• Work to complete
Keep every line of the data below that has the string "connect" and present those lines.

--- Data shown ---

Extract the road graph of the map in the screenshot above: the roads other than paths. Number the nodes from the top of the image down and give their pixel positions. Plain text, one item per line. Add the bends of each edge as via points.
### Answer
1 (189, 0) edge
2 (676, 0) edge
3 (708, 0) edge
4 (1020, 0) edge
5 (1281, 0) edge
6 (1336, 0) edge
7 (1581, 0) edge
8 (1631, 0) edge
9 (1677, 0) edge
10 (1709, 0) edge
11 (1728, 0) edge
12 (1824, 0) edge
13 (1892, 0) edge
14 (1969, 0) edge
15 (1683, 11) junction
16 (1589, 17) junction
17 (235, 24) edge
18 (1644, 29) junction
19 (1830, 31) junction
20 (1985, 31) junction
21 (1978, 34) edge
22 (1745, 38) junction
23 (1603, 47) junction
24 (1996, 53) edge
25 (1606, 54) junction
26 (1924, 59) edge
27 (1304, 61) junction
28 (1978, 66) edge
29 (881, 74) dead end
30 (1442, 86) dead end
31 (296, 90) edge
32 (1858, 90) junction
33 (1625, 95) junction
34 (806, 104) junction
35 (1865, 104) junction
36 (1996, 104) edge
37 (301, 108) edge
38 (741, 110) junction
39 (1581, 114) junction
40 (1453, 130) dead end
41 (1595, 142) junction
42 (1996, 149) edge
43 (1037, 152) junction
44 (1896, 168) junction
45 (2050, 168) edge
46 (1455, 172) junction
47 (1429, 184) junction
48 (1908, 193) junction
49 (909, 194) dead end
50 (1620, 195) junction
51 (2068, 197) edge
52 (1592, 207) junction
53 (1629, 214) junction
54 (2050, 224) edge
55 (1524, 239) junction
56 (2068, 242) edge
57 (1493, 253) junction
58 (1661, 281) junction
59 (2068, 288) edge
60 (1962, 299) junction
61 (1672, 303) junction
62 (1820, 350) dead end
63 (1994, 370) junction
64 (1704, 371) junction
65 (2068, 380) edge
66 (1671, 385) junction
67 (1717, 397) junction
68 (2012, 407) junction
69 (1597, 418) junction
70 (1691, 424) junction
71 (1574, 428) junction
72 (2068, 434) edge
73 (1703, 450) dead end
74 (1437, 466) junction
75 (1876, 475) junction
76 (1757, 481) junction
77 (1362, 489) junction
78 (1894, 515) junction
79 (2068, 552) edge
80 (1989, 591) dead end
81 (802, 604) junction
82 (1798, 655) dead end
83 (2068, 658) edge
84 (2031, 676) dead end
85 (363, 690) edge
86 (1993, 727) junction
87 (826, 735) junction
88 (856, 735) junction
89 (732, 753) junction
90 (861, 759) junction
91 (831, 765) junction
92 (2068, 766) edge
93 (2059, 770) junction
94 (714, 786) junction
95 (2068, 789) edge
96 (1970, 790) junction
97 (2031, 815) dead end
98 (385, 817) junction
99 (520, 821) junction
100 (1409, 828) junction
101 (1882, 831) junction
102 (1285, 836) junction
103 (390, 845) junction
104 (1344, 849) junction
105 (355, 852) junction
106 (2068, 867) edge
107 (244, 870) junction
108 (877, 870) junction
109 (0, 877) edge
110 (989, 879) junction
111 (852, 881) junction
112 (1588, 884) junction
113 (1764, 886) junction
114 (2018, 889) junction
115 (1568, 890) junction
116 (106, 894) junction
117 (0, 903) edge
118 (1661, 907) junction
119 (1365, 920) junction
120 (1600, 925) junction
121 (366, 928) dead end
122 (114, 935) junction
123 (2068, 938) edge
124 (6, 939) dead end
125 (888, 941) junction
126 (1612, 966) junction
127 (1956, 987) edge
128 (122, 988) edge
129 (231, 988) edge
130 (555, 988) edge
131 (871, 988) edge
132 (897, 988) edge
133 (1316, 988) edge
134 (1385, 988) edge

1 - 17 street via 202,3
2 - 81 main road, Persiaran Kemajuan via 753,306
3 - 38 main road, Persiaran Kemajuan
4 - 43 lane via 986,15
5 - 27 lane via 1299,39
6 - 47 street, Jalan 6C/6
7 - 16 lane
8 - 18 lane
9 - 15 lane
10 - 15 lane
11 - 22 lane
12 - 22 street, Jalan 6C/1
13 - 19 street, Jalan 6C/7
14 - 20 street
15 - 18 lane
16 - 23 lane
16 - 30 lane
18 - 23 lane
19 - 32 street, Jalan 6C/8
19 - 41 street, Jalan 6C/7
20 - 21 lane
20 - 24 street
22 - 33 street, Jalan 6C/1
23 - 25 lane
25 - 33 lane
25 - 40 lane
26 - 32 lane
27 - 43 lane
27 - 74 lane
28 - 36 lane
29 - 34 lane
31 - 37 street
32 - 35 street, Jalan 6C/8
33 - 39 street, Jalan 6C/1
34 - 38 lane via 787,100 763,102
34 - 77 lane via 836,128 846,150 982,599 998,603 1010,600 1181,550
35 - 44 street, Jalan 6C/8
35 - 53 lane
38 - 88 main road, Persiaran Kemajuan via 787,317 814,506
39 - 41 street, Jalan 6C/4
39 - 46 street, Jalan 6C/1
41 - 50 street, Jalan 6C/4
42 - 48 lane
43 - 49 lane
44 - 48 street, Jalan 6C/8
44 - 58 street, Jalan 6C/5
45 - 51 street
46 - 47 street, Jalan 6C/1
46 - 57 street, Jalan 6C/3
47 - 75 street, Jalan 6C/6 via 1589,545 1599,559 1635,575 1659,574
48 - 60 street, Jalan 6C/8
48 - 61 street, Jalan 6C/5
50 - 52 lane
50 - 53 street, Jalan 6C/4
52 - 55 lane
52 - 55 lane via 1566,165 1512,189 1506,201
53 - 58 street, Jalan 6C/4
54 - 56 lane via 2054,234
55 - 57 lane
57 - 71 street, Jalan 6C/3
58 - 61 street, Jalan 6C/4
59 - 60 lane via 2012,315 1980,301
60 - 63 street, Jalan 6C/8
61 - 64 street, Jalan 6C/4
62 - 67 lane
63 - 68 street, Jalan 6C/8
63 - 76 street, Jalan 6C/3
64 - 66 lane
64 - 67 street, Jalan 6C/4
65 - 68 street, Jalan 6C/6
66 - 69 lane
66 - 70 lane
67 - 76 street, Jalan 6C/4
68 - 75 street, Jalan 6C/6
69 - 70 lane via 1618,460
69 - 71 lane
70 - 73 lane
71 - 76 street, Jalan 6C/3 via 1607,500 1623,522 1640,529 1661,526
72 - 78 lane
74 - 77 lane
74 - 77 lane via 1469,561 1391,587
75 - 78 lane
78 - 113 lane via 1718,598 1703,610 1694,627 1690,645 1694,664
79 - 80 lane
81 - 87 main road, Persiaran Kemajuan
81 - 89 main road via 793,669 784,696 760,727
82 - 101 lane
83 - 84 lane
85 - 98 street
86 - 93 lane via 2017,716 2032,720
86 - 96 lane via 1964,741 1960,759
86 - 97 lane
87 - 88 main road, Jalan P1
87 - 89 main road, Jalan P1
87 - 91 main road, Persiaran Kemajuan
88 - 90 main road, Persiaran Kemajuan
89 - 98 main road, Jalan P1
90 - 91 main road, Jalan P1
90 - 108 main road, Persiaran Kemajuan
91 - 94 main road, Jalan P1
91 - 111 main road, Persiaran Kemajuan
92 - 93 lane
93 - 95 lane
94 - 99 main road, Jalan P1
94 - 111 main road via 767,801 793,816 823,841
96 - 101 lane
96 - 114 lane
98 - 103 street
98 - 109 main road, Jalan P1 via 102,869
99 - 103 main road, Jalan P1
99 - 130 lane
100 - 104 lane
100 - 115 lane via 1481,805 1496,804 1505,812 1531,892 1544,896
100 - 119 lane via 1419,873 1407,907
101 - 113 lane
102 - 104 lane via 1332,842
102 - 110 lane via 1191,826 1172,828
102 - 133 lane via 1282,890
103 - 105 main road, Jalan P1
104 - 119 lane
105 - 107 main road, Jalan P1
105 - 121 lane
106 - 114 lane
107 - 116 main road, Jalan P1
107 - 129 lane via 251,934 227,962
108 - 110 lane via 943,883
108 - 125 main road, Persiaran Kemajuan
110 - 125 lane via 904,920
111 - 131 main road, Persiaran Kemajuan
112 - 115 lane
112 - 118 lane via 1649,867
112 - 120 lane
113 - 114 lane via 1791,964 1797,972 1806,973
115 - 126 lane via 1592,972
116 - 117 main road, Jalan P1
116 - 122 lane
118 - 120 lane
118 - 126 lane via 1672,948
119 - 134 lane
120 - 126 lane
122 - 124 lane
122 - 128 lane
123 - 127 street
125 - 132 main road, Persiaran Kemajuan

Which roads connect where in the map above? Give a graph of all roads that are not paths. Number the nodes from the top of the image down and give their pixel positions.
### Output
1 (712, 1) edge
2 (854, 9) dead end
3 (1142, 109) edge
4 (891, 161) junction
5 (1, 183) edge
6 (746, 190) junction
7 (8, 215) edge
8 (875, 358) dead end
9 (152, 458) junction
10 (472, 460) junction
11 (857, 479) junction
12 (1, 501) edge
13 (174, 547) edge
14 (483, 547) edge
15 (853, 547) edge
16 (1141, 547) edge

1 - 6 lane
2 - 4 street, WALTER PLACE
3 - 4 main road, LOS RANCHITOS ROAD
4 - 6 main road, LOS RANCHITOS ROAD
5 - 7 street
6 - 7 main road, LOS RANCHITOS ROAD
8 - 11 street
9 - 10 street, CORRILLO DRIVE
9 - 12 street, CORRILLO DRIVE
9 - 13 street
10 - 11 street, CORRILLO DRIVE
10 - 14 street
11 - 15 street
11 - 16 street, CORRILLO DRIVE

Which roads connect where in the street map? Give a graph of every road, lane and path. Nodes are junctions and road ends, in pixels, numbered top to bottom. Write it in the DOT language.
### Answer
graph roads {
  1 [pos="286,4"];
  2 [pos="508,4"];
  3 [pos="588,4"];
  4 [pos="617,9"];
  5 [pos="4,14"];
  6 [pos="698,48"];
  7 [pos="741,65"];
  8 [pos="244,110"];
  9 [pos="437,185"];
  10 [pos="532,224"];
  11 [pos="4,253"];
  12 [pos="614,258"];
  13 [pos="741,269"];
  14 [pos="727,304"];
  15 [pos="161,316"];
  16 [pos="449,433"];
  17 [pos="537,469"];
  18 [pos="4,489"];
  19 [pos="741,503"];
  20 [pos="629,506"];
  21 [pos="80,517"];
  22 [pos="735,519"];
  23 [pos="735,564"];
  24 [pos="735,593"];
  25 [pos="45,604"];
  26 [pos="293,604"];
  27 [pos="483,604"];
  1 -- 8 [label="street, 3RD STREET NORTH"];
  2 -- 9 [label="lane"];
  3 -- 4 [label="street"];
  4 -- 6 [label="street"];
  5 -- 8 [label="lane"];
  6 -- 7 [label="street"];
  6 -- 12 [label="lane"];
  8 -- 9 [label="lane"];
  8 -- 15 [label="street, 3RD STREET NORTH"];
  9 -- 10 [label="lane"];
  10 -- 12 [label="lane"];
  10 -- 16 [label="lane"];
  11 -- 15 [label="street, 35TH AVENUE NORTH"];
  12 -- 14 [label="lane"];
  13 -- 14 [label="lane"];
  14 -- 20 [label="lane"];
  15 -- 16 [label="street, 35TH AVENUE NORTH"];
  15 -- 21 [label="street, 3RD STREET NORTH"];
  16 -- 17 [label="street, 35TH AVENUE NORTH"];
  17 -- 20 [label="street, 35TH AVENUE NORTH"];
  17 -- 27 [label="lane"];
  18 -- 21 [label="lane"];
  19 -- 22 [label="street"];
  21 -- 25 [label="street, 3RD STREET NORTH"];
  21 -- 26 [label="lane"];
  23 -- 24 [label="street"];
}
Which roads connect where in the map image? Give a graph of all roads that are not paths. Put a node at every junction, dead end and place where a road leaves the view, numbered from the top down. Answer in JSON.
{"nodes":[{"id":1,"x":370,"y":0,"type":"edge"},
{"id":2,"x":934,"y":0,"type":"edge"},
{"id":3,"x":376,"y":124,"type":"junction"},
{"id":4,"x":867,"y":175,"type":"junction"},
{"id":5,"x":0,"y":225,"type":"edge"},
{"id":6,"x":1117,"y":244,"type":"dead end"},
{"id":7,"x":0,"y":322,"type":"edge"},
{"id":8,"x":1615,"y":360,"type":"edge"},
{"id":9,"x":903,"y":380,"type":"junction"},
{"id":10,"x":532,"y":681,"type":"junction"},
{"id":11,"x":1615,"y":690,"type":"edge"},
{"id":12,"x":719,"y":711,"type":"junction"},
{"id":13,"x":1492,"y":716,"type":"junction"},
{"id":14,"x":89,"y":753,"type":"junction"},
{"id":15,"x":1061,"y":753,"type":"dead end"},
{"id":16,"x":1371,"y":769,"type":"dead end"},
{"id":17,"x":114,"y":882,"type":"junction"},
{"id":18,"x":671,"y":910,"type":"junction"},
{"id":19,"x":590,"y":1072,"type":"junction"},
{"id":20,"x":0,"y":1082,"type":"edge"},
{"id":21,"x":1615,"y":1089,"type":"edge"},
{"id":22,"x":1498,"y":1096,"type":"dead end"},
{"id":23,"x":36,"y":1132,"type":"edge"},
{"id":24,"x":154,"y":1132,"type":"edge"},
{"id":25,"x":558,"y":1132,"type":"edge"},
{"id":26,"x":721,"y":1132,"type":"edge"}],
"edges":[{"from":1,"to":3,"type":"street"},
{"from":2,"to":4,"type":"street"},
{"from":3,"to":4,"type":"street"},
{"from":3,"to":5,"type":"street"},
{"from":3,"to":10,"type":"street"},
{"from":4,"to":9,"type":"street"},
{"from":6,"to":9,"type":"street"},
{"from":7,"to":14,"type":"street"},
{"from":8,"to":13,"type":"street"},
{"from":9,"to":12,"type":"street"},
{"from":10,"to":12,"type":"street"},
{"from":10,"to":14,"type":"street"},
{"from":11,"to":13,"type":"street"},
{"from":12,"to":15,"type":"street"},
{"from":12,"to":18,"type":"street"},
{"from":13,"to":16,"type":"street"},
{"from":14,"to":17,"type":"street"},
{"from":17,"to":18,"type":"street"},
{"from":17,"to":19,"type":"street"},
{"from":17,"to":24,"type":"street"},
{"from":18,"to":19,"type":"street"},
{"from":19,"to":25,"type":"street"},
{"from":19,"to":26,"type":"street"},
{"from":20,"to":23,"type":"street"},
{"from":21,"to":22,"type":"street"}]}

---

• Answer space
Which roads connect where in the map above? Give a graph of all roads that are not paths. Number the nodes from the top of the image down and give their pixel positions.
Which roads connect where in the street map? Give a graph of every road, lane and path. Nodes are junctions and road ends, in pixels, numbered top to bottom. Write it in the DOT language.
Which roads connect where in the map image? Give a graph of all roads that are not paths. Put a node at every junction, dead end and place where a road leaves the view, numbered from the top down. Answer in JSON.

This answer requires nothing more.